Before that an exhibition of Bevan-linked memorabilia will be displayed in Bedwellty Park House, along with competition contributions by local children, including oratory, pictures and essays on Bevan and the NHS.

Earlier, on Wednesday June 27, Blaenau Gwent Constituency Labour Party will host a Bevan-based quiz night in Moose Hall.

Organisers had hoped that BBC would site its Question Time programme in Tredegar for Thursday June 28, “but, as with all things BBC, we’ve been left in limbo,” says Pasty.

“If not, we’ll organise our own QT and we’ve sent letters out to the four main parties in Wales to put someone forward and we’re also asking Aneurin Bevan Health Board to attend the event, which will be chaired by Tredegar Mayor Haydn Trollope.”

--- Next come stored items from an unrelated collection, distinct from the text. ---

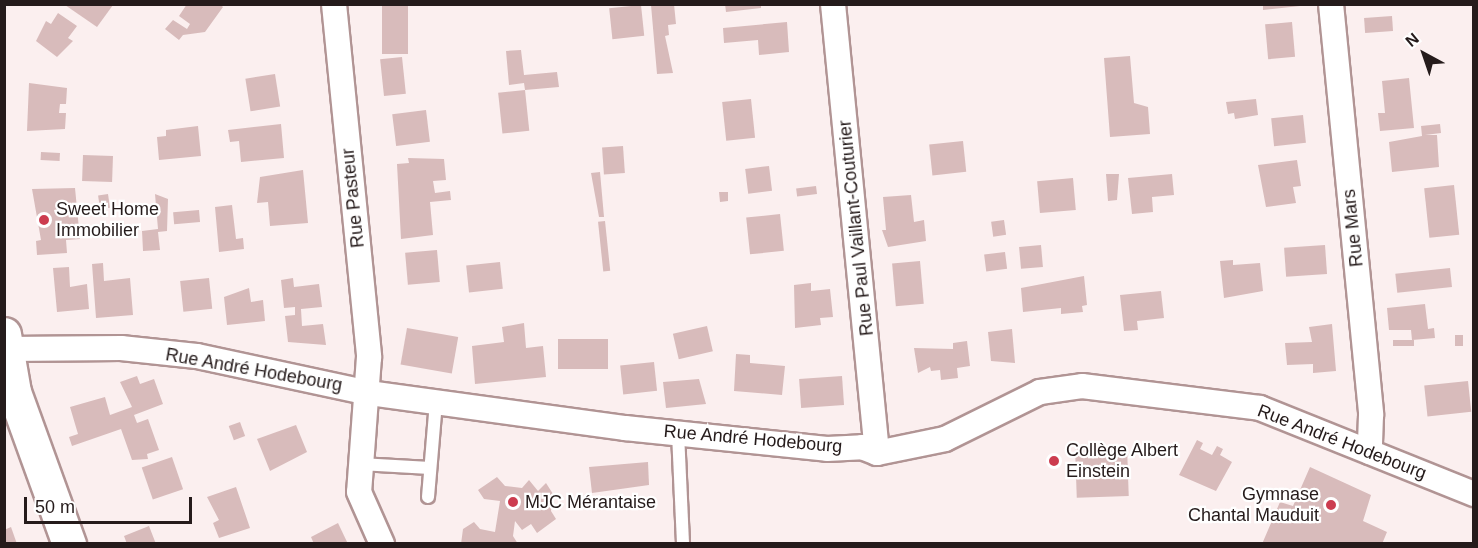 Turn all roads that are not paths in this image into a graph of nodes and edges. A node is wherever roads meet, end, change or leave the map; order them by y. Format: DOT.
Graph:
graph roads {
  1 [pos="334,4"];
  2 [pos="833,4"];
  3 [pos="1331,4"];
  4 [pos="5,344"];
  5 [pos="369,393"];
  6 [pos="436,402"];
  7 [pos="678,434"];
  8 [pos="1370,452"];
  9 [pos="877,453"];
  10 [pos="360,464"];
  11 [pos="430,468"];
  12 [pos="1473,494"];
  13 [pos="428,497"];
  14 [pos="69,543"];
  15 [pos="382,543"];
  16 [pos="683,543"];
  1 -- 5 [label="street, Rue Pasteur"];
  2 -- 9 [label="street, Rue Paul Vaillant-Couturier"];
  3 -- 8 [label="street, Rue Mars"];
  4 -- 5 [label="street, Rue André Hodebourg"];
  4 -- 14 [label="main road"];
  5 -- 6 [label="street, Rue André Hodebourg"];
  5 -- 10 [label="street, Rue Pasteur"];
  6 -- 7 [label="street, Rue André Hodebourg"];
  6 -- 11 [label="lane"];
  7 -- 9 [label="street, Rue André Hodebourg"];
  7 -- 16 [label="lane"];
  8 -- 9 [label="street, Rue André Hodebourg"];
  8 -- 12 [label="street, Rue André Hodebourg"];
  10 -- 11 [label="lane"];
  10 -- 15 [label="street, Rue Pasteur"];
  11 -- 13 [label="lane"];
} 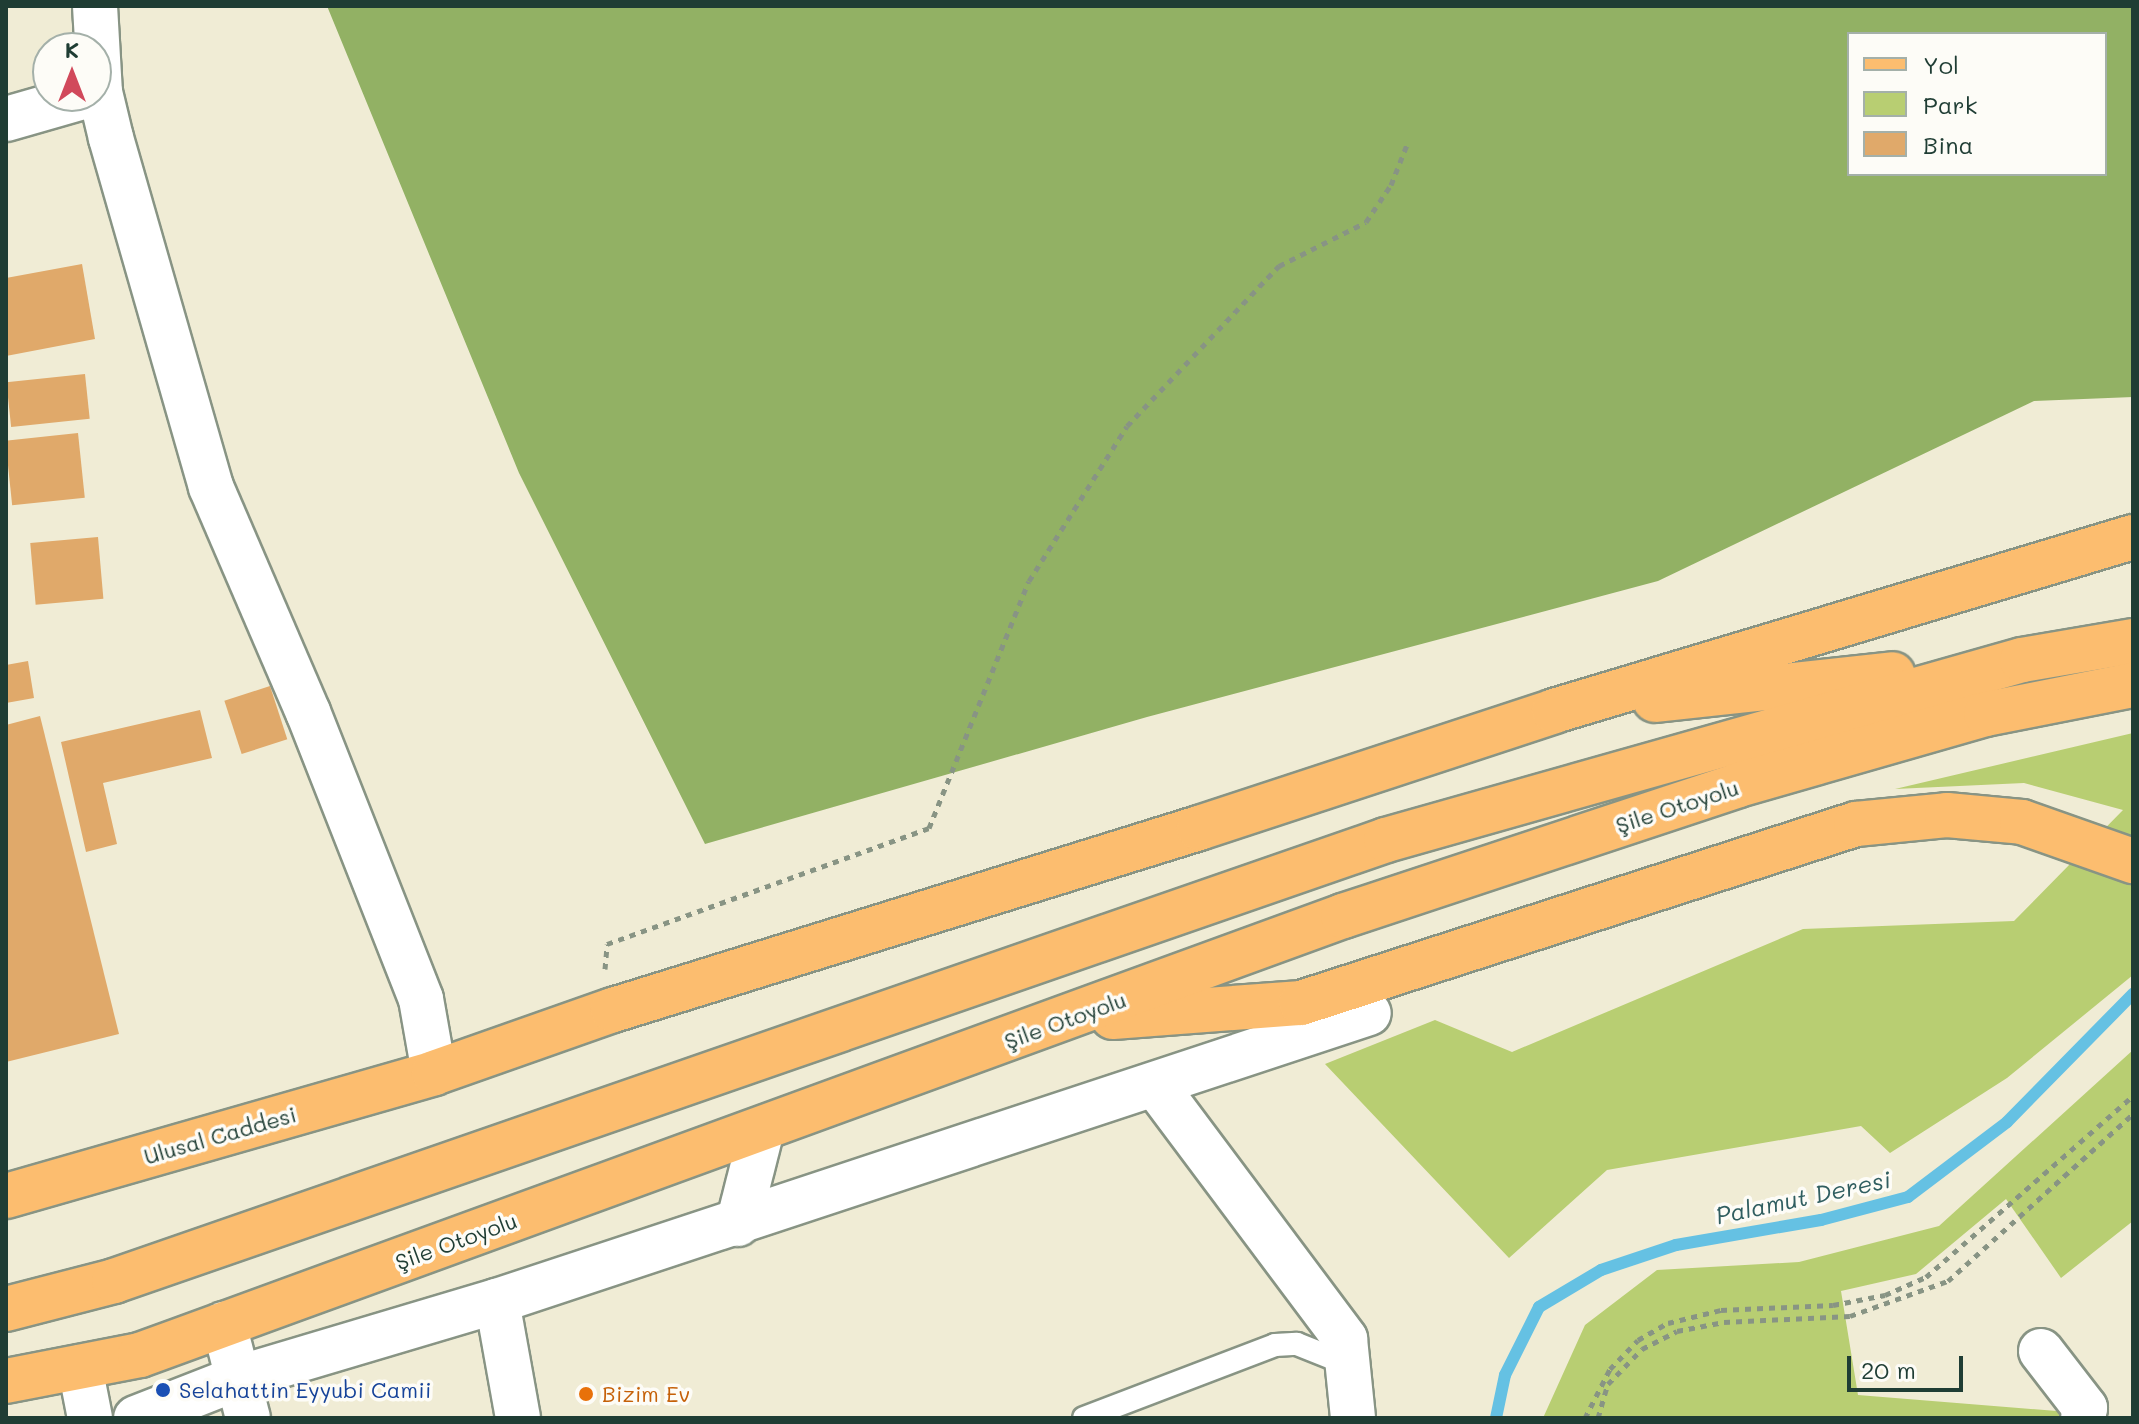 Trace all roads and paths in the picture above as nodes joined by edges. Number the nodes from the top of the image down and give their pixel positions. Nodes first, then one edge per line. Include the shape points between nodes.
1 (95, 6) edge
2 (95, 32) edge
3 (32, 112) edge
4 (99, 112) edge
5 (6, 119) edge
6 (1408, 142) dead end
7 (2133, 537) edge
8 (2133, 641) edge
9 (2022, 660) junction
10 (2133, 685) edge
11 (1554, 711) junction
12 (2133, 861) edge
13 (1369, 1013) dead end
14 (601, 1014) junction
15 (1063, 1020) junction
16 (434, 1073) junction
17 (1156, 1086) junction
18 (2133, 1096) edge
19 (2133, 1114) edge
20 (761, 1133) junction
21 (6, 1196) edge
22 (738, 1224) junction
23 (497, 1301) junction
24 (6, 1309) edge
25 (224, 1324) junction
26 (2041, 1351) dead end
27 (1347, 1364) junction
28 (80, 1367) junction
29 (6, 1381) edge
30 (243, 1398) edge
31 (90, 1418) edge
32 (136, 1418) edge
33 (518, 1418) edge
34 (1084, 1418) edge
35 (1353, 1418) edge
36 (1585, 1418) edge
37 (1598, 1418) edge
38 (2083, 1418) edge

1 - 2 street
3 - 5 street
4 - 16 street via 211,487 308,712 421,999
6 - 14 path via 1391,185 1366,222 1279,266 1127,426 1029,581 929,828 607,944
7 - 11 main road
8 - 9 main road, Şile Otoyolu
9 - 11 main road
9 - 24 main road, Şile Otoyolu via 1386,840 114,1281
10 - 15 main road, Şile Otoyolu via 1986,714 1738,785 1343,916
11 - 14 main road, Ulusal Caddesi
12 - 15 main road via 2022,822 1947,815 1856,824 1301,1003
13 - 17 street
14 - 16 main road, Ulusal Caddesi
15 - 20 main road, Şile Otoyolu
16 - 21 main road, Ulusal Caddesi
17 - 22 street
17 - 27 street via 1345,1339
18 - 36 path via 1926,1277 1885,1295 1833,1305 1721,1310 1668,1323 1638,1340 1610,1369
19 - 37 path via 1948,1281 1850,1316 1724,1322 1677,1331 1642,1349 1608,1384
20 - 22 street
20 - 25 main road, Şile Otoyolu
22 - 23 street
23 - 30 street
23 - 33 street
25 - 28 main road, Şile Otoyolu via 140,1355
25 - 30 street
26 - 38 street via 2085,1408
27 - 34 lane via 1297,1344 1275,1345
27 - 35 street
28 - 29 main road, Şile Otoyolu
28 - 31 street
30 - 32 street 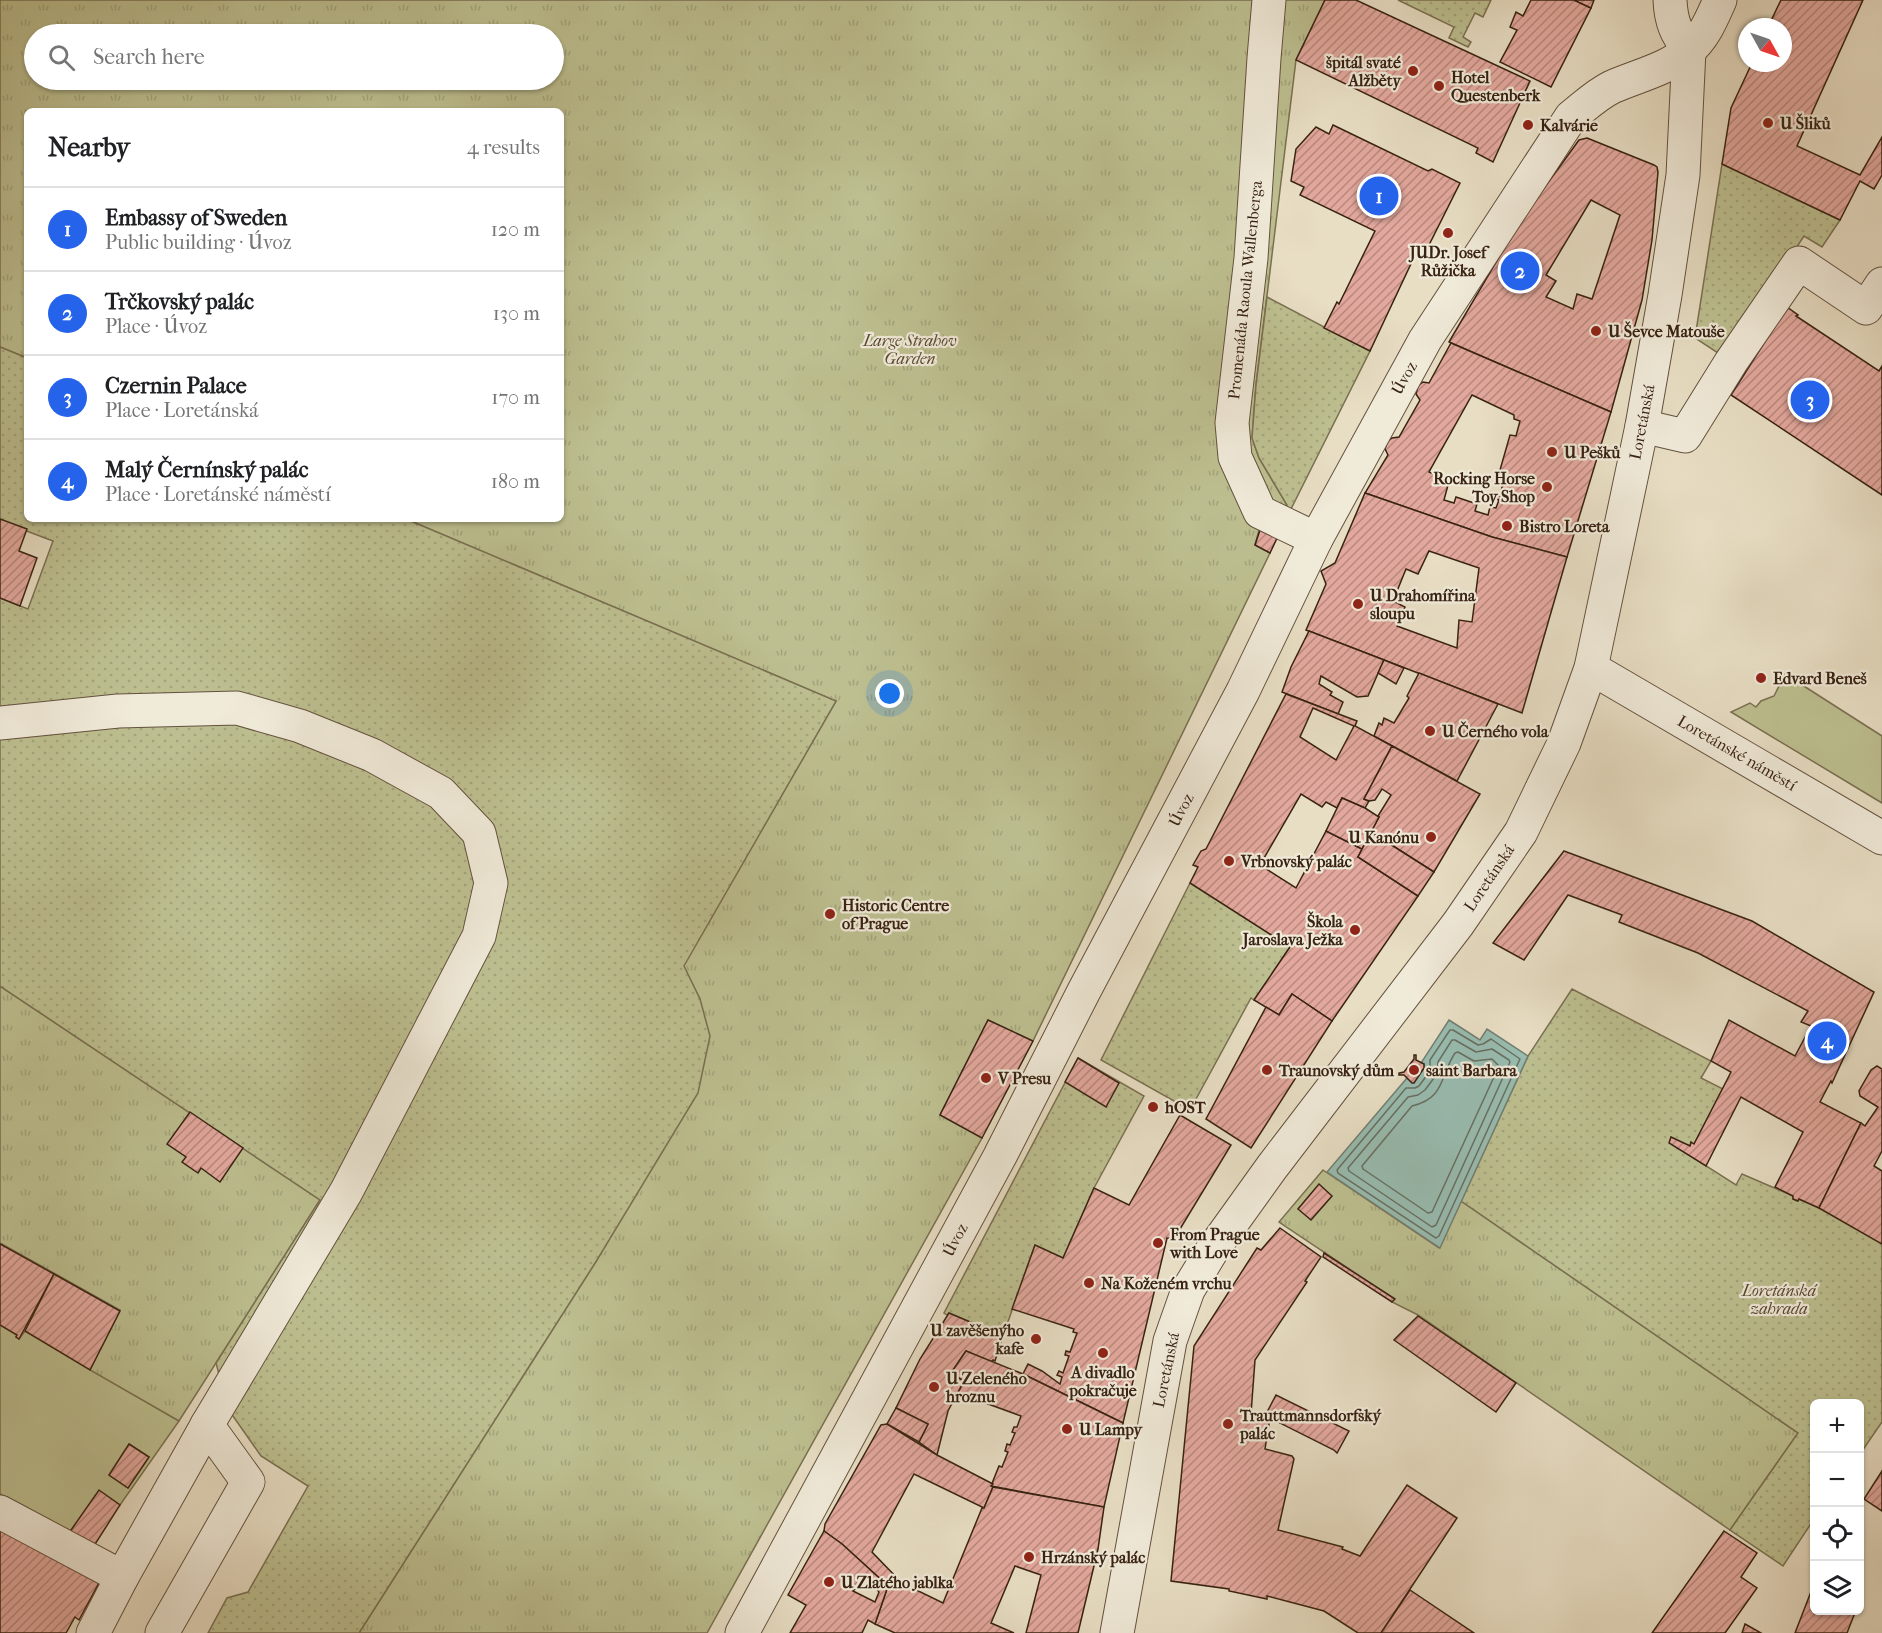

From Friday to Sunday the TULO organisation of Labour Party-affiliated unions will run a political school alongside the festival.

Tredegar is likely to experience attention from outside its immediate area that it hasn’t seen for some time, but Pasty is anxious that the festival shouldn’t be seen as a one-off celebration.

He worries about the plight of young people today who are denied the benefits his generation has enjoyed — well-paid employment and being able to buy their homes, enjoy holidays and look forward to a comfortable retirement.

The situation of his daughter Alex brings working class reality home to him — “in fact, I’m not happy with the term ‘working class’ these days. I call it the poverty class because you can be in full-time work and still be on benefits.”

Alex previously worked for Wetherspoons on a seven-hour contract. She often toiled for 60 hours a week but was guaranteed just seven hours and had no security.

“If you’re on a zero-hours contract, a seven-hours contract sounds good,” says Pasty grimly.

“Those workers on good jobs, good pay and decent pensions owe that to the trade unions, Labour Party and to those who lost their lives in the second world war for us to have the right to join a union, be part of the union and go on strike.

“There were decent pensions in all big companies. We reaped the fruits of all that hard work, but it’s dying now and the generations coming after us have nothing.

“In the steel works, we contribute 6 per cent of our pay, plus the company gives 10 per cent. Under the government scheme, it’s 1 per cent plus 1 per cent and 1 per cent of a shite wage is shite. You need 12 per cent of decent wages to get a fair return for a proper pension.”

So for him, commemorating Nye Bevan is a means of reminding people of what we once took for granted in Britain and what is worth fighting for again for today’s and future generations.

“I do this because I believe in socialist values. We’re on this Earth once and we have a responsibility to make other people aware of the choices they have,” says Pasty.

“We have a social responsibility to safeguard the NHS, the welfare state and ensure that the generations coming after us understand.”

John Haylett is political editor of the Morning Star. He writes every other Thursday.